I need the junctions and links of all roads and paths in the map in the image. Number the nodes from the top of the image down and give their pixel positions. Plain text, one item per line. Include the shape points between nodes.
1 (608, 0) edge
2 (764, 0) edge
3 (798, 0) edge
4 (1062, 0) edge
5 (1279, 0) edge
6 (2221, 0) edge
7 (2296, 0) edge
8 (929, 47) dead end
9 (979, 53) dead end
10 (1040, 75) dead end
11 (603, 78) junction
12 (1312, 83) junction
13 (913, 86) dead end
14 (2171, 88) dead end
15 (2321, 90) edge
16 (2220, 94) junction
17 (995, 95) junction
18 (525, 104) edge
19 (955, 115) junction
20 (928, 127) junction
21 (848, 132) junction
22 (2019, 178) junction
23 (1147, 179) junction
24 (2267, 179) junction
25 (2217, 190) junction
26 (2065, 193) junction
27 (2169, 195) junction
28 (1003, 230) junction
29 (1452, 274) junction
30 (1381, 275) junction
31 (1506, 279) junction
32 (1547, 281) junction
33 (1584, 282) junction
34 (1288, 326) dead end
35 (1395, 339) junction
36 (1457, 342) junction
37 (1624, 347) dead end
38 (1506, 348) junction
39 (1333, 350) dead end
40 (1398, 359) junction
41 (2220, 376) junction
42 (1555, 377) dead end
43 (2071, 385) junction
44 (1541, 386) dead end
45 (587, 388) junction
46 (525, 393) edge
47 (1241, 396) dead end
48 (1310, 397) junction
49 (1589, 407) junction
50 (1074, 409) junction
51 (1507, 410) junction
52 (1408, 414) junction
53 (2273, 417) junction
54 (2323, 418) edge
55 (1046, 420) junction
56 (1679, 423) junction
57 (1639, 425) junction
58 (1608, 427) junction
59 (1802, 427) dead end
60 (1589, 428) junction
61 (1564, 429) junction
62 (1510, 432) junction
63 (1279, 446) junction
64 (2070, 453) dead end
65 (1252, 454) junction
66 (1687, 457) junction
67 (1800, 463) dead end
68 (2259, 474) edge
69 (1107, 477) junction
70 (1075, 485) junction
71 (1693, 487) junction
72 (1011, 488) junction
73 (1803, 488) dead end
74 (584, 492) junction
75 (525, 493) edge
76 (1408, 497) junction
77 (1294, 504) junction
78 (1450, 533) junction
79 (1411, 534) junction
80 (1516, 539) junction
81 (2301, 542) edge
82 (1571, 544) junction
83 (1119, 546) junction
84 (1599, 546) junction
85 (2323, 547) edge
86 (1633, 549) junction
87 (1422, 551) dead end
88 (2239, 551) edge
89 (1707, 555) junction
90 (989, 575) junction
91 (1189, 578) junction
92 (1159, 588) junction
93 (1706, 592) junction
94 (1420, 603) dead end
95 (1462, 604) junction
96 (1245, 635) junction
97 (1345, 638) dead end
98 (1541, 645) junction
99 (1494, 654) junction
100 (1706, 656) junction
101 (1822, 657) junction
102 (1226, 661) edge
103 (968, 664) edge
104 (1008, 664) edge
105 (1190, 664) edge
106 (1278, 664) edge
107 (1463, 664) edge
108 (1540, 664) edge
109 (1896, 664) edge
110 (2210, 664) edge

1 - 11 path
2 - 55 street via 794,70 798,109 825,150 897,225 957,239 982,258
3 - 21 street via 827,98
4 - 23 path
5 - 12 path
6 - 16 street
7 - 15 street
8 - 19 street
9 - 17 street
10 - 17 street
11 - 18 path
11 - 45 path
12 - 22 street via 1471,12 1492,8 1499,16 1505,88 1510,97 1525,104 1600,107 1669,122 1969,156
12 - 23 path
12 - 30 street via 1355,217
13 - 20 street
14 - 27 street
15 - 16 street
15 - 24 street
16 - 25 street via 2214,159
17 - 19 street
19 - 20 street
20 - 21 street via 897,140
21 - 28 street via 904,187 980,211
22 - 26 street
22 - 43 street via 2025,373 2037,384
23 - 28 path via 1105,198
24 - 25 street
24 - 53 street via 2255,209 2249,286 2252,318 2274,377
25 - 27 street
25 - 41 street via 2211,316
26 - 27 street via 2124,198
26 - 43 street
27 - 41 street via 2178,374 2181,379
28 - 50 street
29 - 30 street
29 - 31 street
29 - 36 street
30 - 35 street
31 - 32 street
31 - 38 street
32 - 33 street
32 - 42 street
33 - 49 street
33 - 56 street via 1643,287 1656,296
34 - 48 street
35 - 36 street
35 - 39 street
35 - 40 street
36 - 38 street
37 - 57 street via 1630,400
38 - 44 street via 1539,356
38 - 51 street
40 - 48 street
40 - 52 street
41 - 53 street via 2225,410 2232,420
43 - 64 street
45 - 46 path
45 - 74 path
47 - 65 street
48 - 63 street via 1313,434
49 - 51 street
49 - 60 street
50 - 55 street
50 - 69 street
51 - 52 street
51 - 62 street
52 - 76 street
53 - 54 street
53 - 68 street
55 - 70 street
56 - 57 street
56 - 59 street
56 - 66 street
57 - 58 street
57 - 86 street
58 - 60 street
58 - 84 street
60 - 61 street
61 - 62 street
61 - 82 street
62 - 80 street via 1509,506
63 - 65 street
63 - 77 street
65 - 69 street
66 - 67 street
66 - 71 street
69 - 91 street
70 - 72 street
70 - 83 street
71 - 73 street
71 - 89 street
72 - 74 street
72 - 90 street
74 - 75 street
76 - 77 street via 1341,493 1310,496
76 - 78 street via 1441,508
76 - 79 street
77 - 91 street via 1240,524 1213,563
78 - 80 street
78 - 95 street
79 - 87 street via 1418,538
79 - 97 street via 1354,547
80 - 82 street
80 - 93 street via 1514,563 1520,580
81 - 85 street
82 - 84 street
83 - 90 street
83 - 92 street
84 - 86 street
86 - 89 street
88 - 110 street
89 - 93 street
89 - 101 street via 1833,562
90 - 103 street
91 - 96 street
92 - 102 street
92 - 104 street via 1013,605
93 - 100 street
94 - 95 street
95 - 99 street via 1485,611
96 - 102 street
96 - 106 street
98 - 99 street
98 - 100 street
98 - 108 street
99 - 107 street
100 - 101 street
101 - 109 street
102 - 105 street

- What you should do -
Can you give every line above again, exactly as written?

- Output of the exercise -
I need the junctions and links of all roads and paths in the map in the image. Number the nodes from the top of the image down and give their pixel positions. Plain text, one item per line. Include the shape points between nodes.
1 (608, 0) edge
2 (764, 0) edge
3 (798, 0) edge
4 (1062, 0) edge
5 (1279, 0) edge
6 (2221, 0) edge
7 (2296, 0) edge
8 (929, 47) dead end
9 (979, 53) dead end
10 (1040, 75) dead end
11 (603, 78) junction
12 (1312, 83) junction
13 (913, 86) dead end
14 (2171, 88) dead end
15 (2321, 90) edge
16 (2220, 94) junction
17 (995, 95) junction
18 (525, 104) edge
19 (955, 115) junction
20 (928, 127) junction
21 (848, 132) junction
22 (2019, 178) junction
23 (1147, 179) junction
24 (2267, 179) junction
25 (2217, 190) junction
26 (2065, 193) junction
27 (2169, 195) junction
28 (1003, 230) junction
29 (1452, 274) junction
30 (1381, 275) junction
31 (1506, 279) junction
32 (1547, 281) junction
33 (1584, 282) junction
34 (1288, 326) dead end
35 (1395, 339) junction
36 (1457, 342) junction
37 (1624, 347) dead end
38 (1506, 348) junction
39 (1333, 350) dead end
40 (1398, 359) junction
41 (2220, 376) junction
42 (1555, 377) dead end
43 (2071, 385) junction
44 (1541, 386) dead end
45 (587, 388) junction
46 (525, 393) edge
47 (1241, 396) dead end
48 (1310, 397) junction
49 (1589, 407) junction
50 (1074, 409) junction
51 (1507, 410) junction
52 (1408, 414) junction
53 (2273, 417) junction
54 (2323, 418) edge
55 (1046, 420) junction
56 (1679, 423) junction
57 (1639, 425) junction
58 (1608, 427) junction
59 (1802, 427) dead end
60 (1589, 428) junction
61 (1564, 429) junction
62 (1510, 432) junction
63 (1279, 446) junction
64 (2070, 453) dead end
65 (1252, 454) junction
66 (1687, 457) junction
67 (1800, 463) dead end
68 (2259, 474) edge
69 (1107, 477) junction
70 (1075, 485) junction
71 (1693, 487) junction
72 (1011, 488) junction
73 (1803, 488) dead end
74 (584, 492) junction
75 (525, 493) edge
76 (1408, 497) junction
77 (1294, 504) junction
78 (1450, 533) junction
79 (1411, 534) junction
80 (1516, 539) junction
81 (2301, 542) edge
82 (1571, 544) junction
83 (1119, 546) junction
84 (1599, 546) junction
85 (2323, 547) edge
86 (1633, 549) junction
87 (1422, 551) dead end
88 (2239, 551) edge
89 (1707, 555) junction
90 (989, 575) junction
91 (1189, 578) junction
92 (1159, 588) junction
93 (1706, 592) junction
94 (1420, 603) dead end
95 (1462, 604) junction
96 (1245, 635) junction
97 (1345, 638) dead end
98 (1541, 645) junction
99 (1494, 654) junction
100 (1706, 656) junction
101 (1822, 657) junction
102 (1226, 661) edge
103 (968, 664) edge
104 (1008, 664) edge
105 (1190, 664) edge
106 (1278, 664) edge
107 (1463, 664) edge
108 (1540, 664) edge
109 (1896, 664) edge
110 (2210, 664) edge

1 - 11 path
2 - 55 street via 794,70 798,109 825,150 897,225 957,239 982,258
3 - 21 street via 827,98
4 - 23 path
5 - 12 path
6 - 16 street
7 - 15 street
8 - 19 street
9 - 17 street
10 - 17 street
11 - 18 path
11 - 45 path
12 - 22 street via 1471,12 1492,8 1499,16 1505,88 1510,97 1525,104 1600,107 1669,122 1969,156
12 - 23 path
12 - 30 street via 1355,217
13 - 20 street
14 - 27 street
15 - 16 street
15 - 24 street
16 - 25 street via 2214,159
17 - 19 street
19 - 20 street
20 - 21 street via 897,140
21 - 28 street via 904,187 980,211
22 - 26 street
22 - 43 street via 2025,373 2037,384
23 - 28 path via 1105,198
24 - 25 street
24 - 53 street via 2255,209 2249,286 2252,318 2274,377
25 - 27 street
25 - 41 street via 2211,316
26 - 27 street via 2124,198
26 - 43 street
27 - 41 street via 2178,374 2181,379
28 - 50 street
29 - 30 street
29 - 31 street
29 - 36 street
30 - 35 street
31 - 32 street
31 - 38 street
32 - 33 street
32 - 42 street
33 - 49 street
33 - 56 street via 1643,287 1656,296
34 - 48 street
35 - 36 street
35 - 39 street
35 - 40 street
36 - 38 street
37 - 57 street via 1630,400
38 - 44 street via 1539,356
38 - 51 street
40 - 48 street
40 - 52 street
41 - 53 street via 2225,410 2232,420
43 - 64 street
45 - 46 path
45 - 74 path
47 - 65 street
48 - 63 street via 1313,434
49 - 51 street
49 - 60 street
50 - 55 street
50 - 69 street
51 - 52 street
51 - 62 street
52 - 76 street
53 - 54 street
53 - 68 street
55 - 70 street
56 - 57 street
56 - 59 street
56 - 66 street
57 - 58 street
57 - 86 street
58 - 60 street
58 - 84 street
60 - 61 street
61 - 62 street
61 - 82 street
62 - 80 street via 1509,506
63 - 65 street
63 - 77 street
65 - 69 street
66 - 67 street
66 - 71 street
69 - 91 street
70 - 72 street
70 - 83 street
71 - 73 street
71 - 89 street
72 - 74 street
72 - 90 street
74 - 75 street
76 - 77 street via 1341,493 1310,496
76 - 78 street via 1441,508
76 - 79 street
77 - 91 street via 1240,524 1213,563
78 - 80 street
78 - 95 street
79 - 87 street via 1418,538
79 - 97 street via 1354,547
80 - 82 street
80 - 93 street via 1514,563 1520,580
81 - 85 street
82 - 84 street
83 - 90 street
83 - 92 street
84 - 86 street
86 - 89 street
88 - 110 street
89 - 93 street
89 - 101 street via 1833,562
90 - 103 street
91 - 96 street
92 - 102 street
92 - 104 street via 1013,605
93 - 100 street
94 - 95 street
95 - 99 street via 1485,611
96 - 102 street
96 - 106 street
98 - 99 street
98 - 100 street
98 - 108 street
99 - 107 street
100 - 101 street
101 - 109 street
102 - 105 street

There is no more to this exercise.